I do my non-biological processing on other forums - as should you.
You are correct that I have posted most of my main ideas over the last year: this is the distilled results of study of the biology of the brain since the late 70’s. My main ideas are moving forward slowly as I refine some of the “iffy” areas; there are some sub-cortical areas that are still a complete mystery to me. It is unlikely that I will be adding any bold new concepts to the central big picture any time soon; mostly at this point I am tweaking around the edges.
My main focus now is to reduce these concepts to working programs.
I think that the thalamus is as closely related to the basal ganglia as it is to the cortex. The basal ganglia uses reinforcement learning to predict when the animal will receive rewards or penalties. Animals use the basal ganglia’s predictions to attempt to maximize their cumulative rewards, which drives behaviour. The basal ganglia however does not directly connect to the muscles which control behaviours, instead the cortex connects to the muscles. The thalamus is the major pathway from the basal ganglia to the cortex, and therefore is at the interface between unsupervised and reinforcement learning.
I hypothesize that the function of the thalamus is to control the cortex, with the goal of maximizing the animals cumulative rewards.
I think that TRN is just a coincidence detector (i.e. a comparator) between L5 and L6 projections. Note that at very low level (such as auditory cortex A1) there is no notion of objects. Just frequency changes.

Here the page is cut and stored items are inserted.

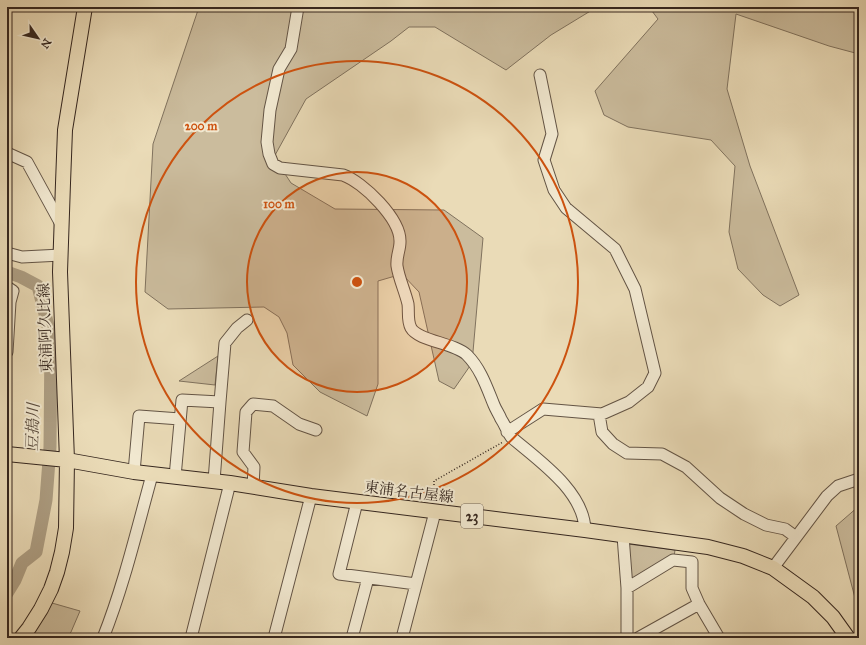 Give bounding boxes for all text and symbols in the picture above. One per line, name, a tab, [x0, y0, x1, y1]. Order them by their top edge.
north arrow	[18, 18, 58, 58]
text: N	[38, 36, 54, 51]
text: 200 m	[185, 119, 218, 133]
text: 100 m	[263, 197, 296, 211]
centre of rings	[350, 275, 364, 289]
street label: 東浦阿久比線	[34, 283, 56, 373]
water label: 豆搗川	[22, 401, 43, 451]
street label: 東浦名古屋線	[363, 478, 455, 506]
road number: 23	[461, 504, 483, 528] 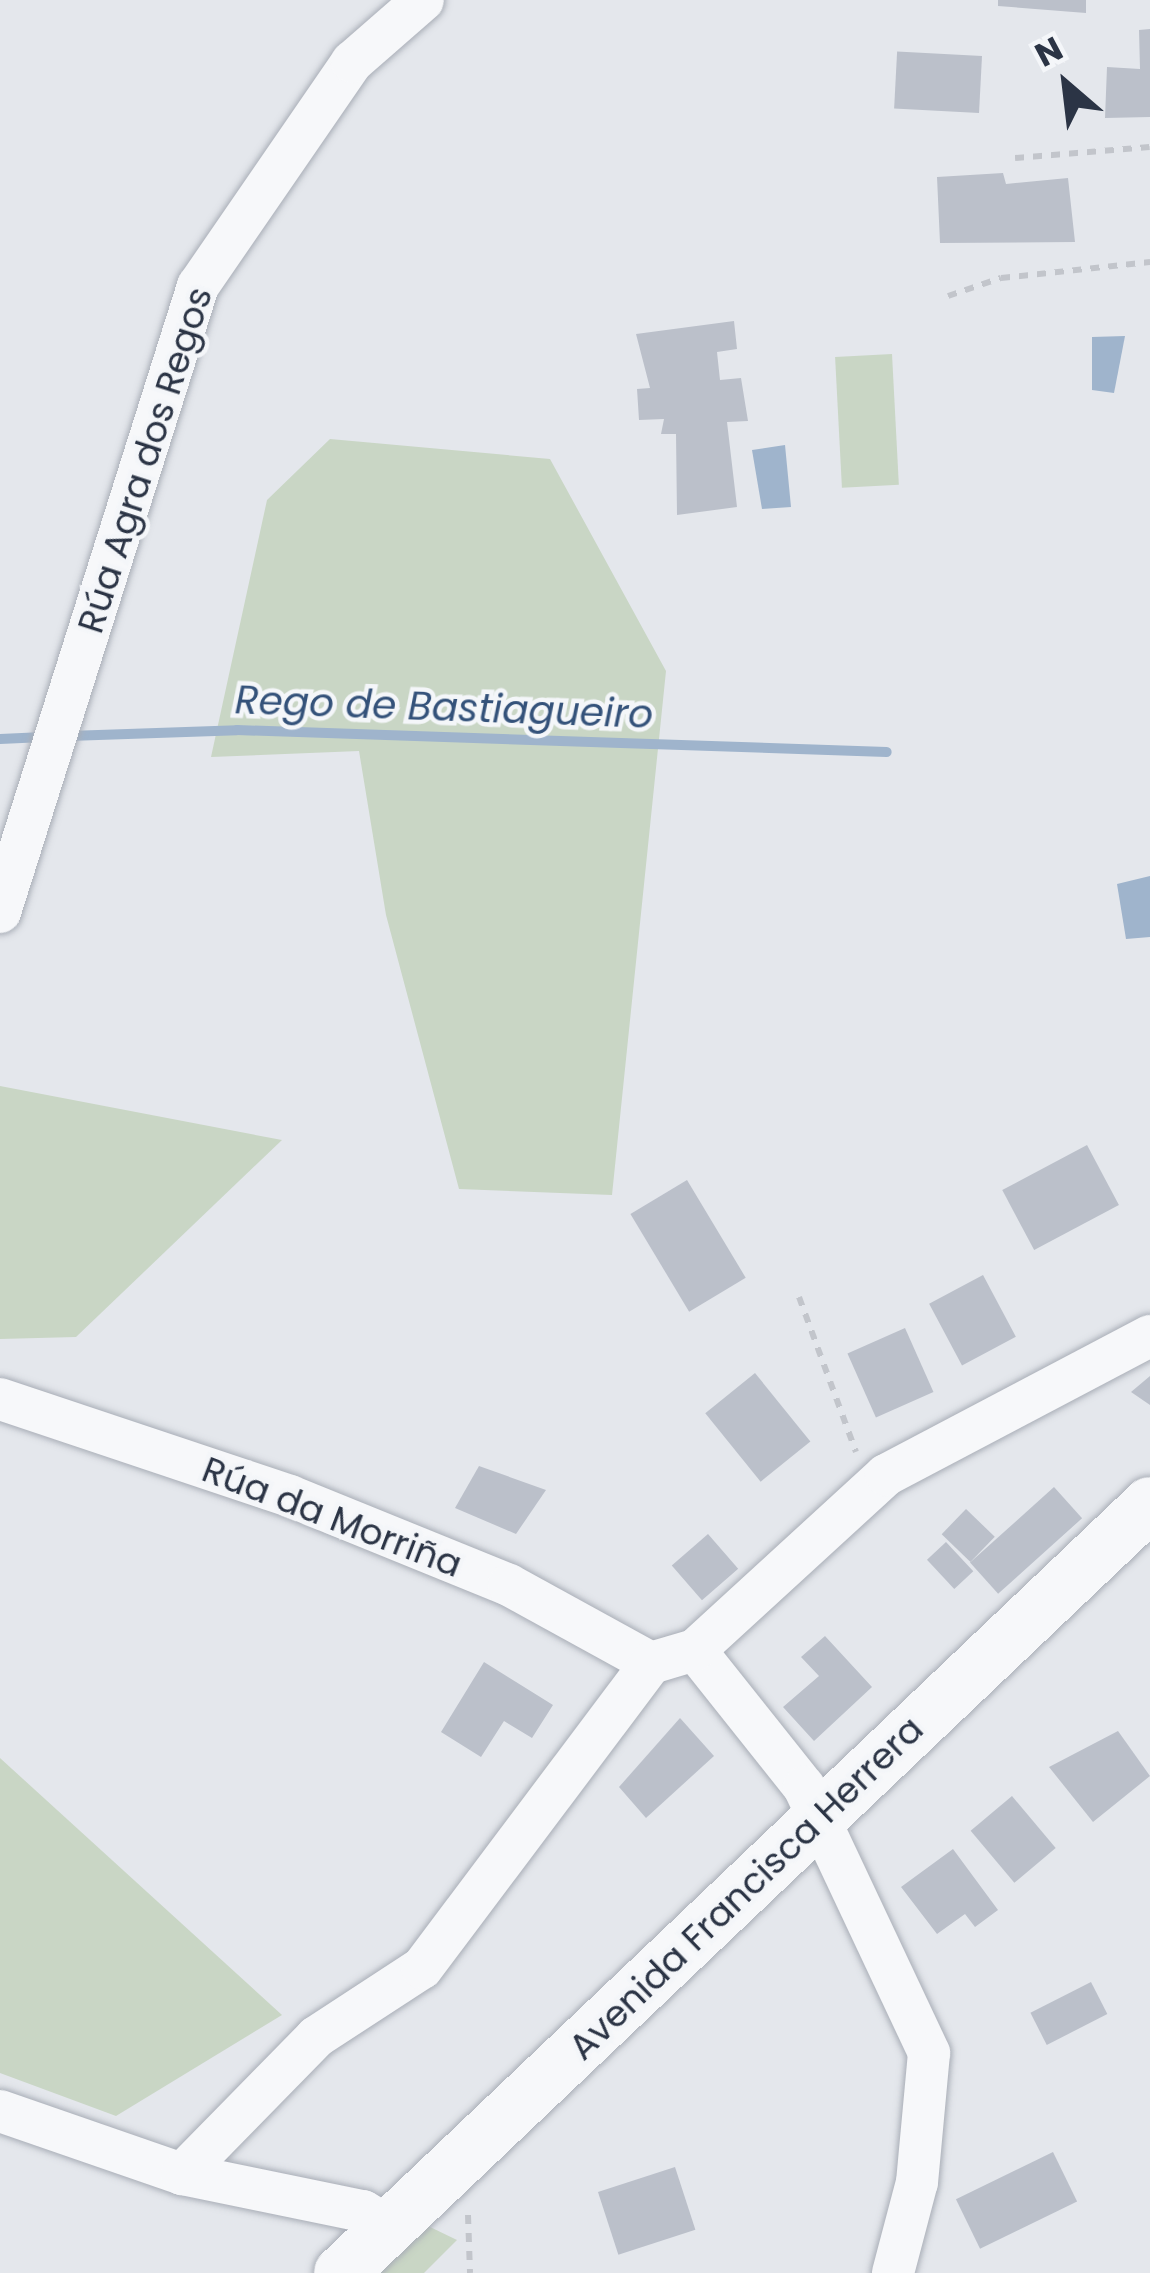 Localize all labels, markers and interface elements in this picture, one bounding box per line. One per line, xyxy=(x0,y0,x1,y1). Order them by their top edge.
north arrow xyxy=(1006,24,1126,144)
text: N xyxy=(1027,25,1071,78)
street label: Rúa Agra dos Regos xyxy=(69,282,221,638)
water label: Rego de Bastiagueiro xyxy=(234,677,654,739)
street label: Rúa da Morriña xyxy=(196,1448,468,1586)
street label: Avenida Francisca Herrera xyxy=(560,1707,932,2069) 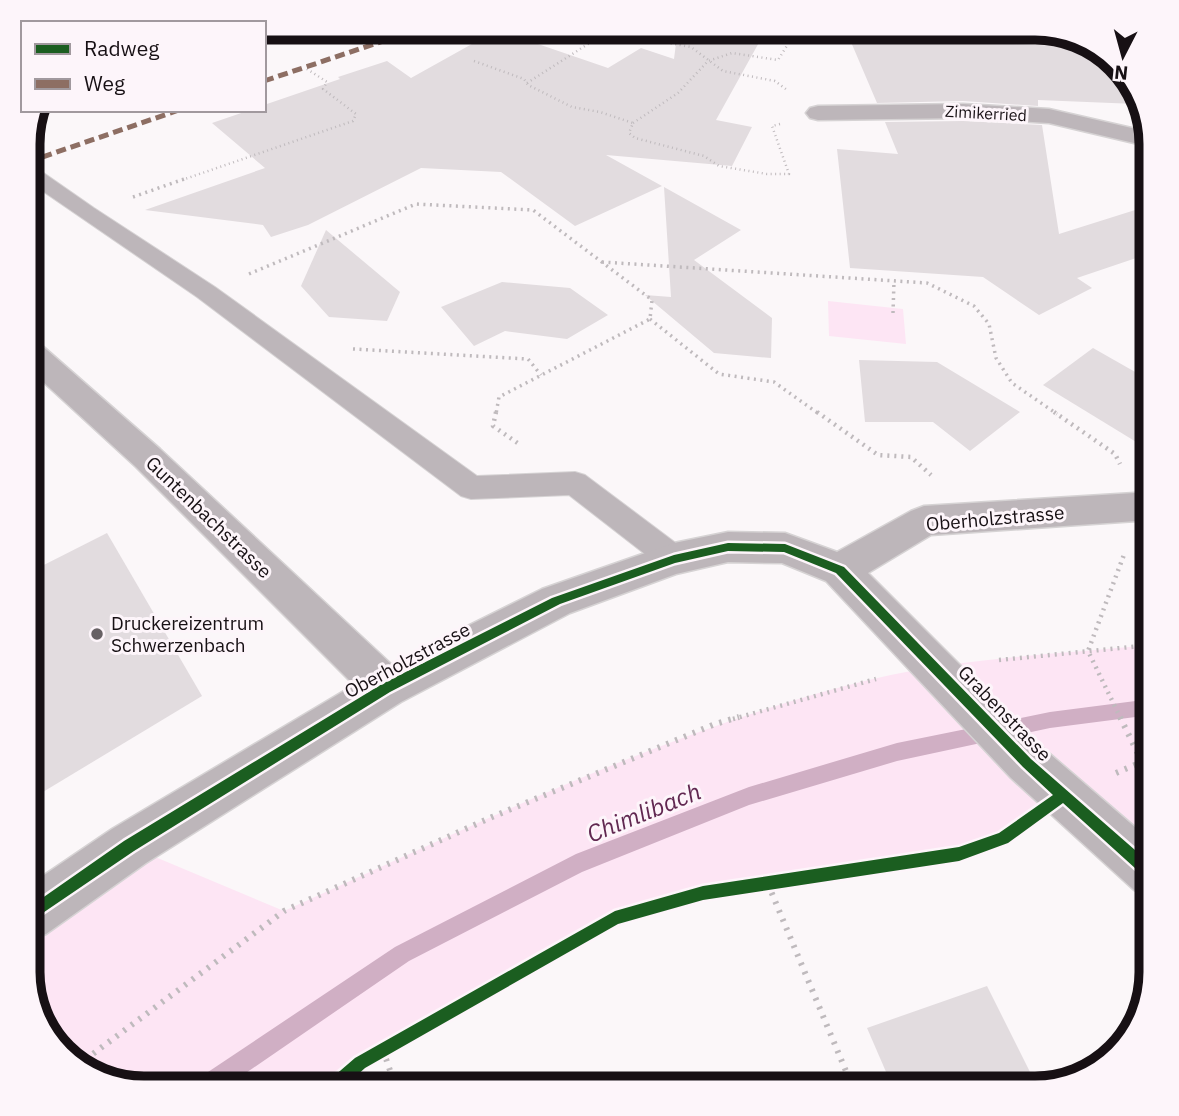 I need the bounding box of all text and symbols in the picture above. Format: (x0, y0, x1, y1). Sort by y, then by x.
legend (21, 21, 266, 112)
north arrow (1088, 21, 1158, 91)
text: Radweg (84, 34, 159, 62)
text: N (1113, 60, 1129, 86)
text: Weg (84, 69, 125, 97)
street label: Zimikerried (945, 101, 1027, 125)
street label: Guntenbachstrasse (141, 451, 277, 583)
street label: Oberholzstrasse (925, 500, 1065, 536)
place label: Druckereizentrum Schwerzenbach (111, 611, 264, 657)
street label: Oberholzstrasse (340, 617, 474, 703)
marker: Druckereizentrum Schwerzenbach (89, 626, 105, 642)
street label: Grabenstrasse (953, 660, 1057, 766)
water label: Chimlibach (582, 775, 705, 849) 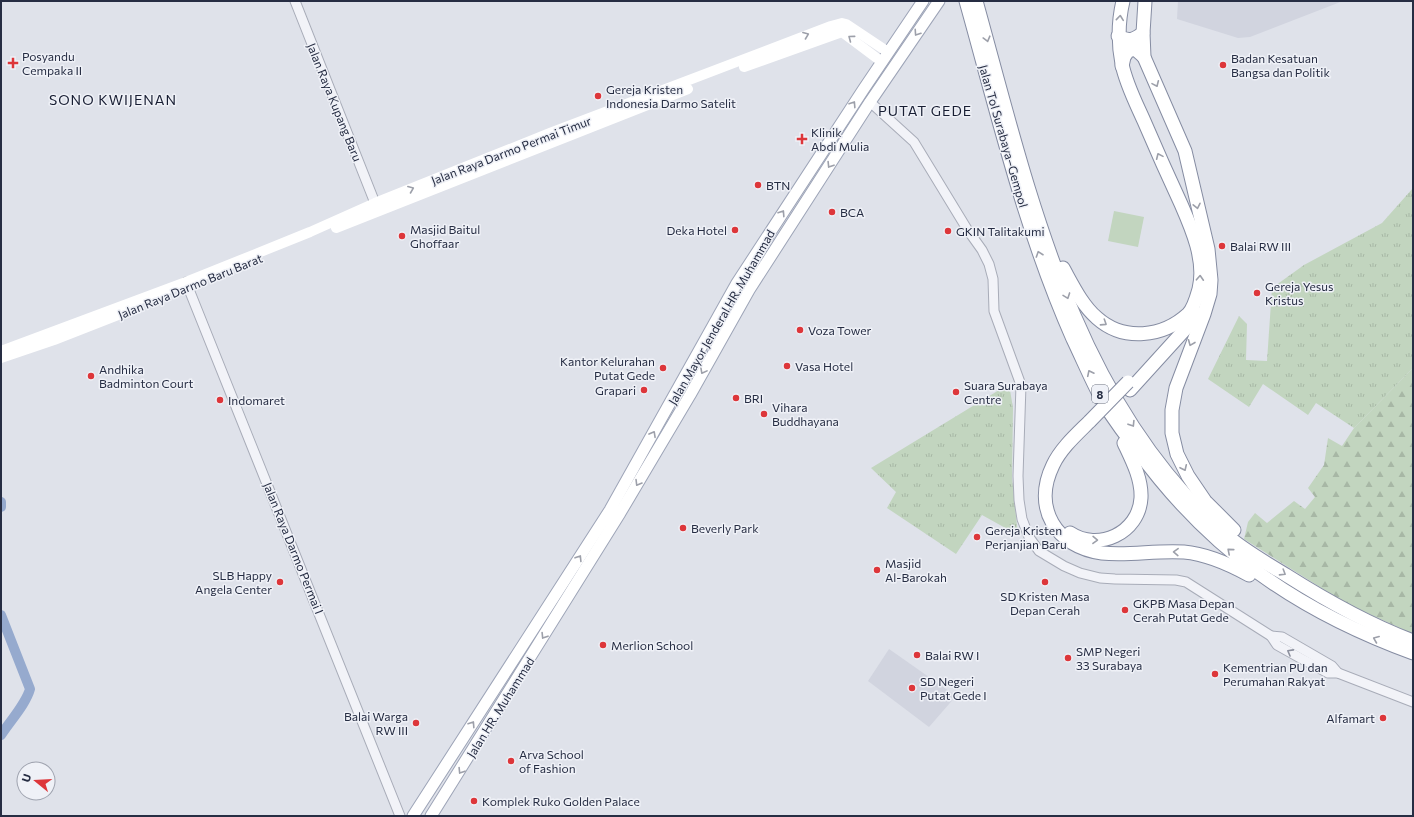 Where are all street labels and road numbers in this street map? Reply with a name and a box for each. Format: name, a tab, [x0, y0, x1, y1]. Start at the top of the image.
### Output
street label: Jalan Raya Kupang Baru	[304, 41, 365, 164]
street label: Jalan Tol Surabaya–Gempol	[976, 63, 1031, 209]
street label: Jalan Raya Darmo Permai Timur	[429, 113, 594, 188]
street label: Jalan Mayor Jenderal HR. Muhammad	[665, 227, 778, 408]
street label: Jalan Raya Darmo Baru Barat	[116, 251, 265, 322]
road number: 8	[1092, 385, 1108, 403]
street label: Jalan Raya Darmo Permai I	[260, 480, 327, 616]
street label: Jalan HR. Muhammad	[463, 654, 538, 760]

BTW (in my humble opinion) I think the pursuit of vision (or any other motor involved sensor) as the main goal is introducing a lot of unnecessary difficulties to understand this. Any “cognitive-level” consideration is way above the bottom of the hierarchy (perhaps 10s of levels). I think that the principles at the bottom are the same as that at the top, but “discover” those principles from “top” observations seem pretty hard to me.
By “object” above I was referring to the activity in the “output layer”. Numenta’s view is that object representations exist in all hierarchical levels.
Of course the highly abstract concepts are still going to be higher in the hierarchy as you would expect. But HTM proposes that even the very lowest levels are capable of doing a lot more than traditionally thought.
BTW, for reference (I just realized my previous post lacked context), I was referring to the process of “reseting the output layer when switching to a new object” from the Columns Paper. The circuit described in that video (or something similar to it) seems like a good candidate for triggering a “reset”.
Nevertheless, I have some doubts about that view. Seems quite cost-inefficient to do so; you will use multiple synapses across the hierarchy to store information from the same high-level object? Seems more synapse-efficient to collapse as much as possible common information from different objects in lower levels and produce the disambiguation across you move up and use local redundancy in synapses to increase resilence.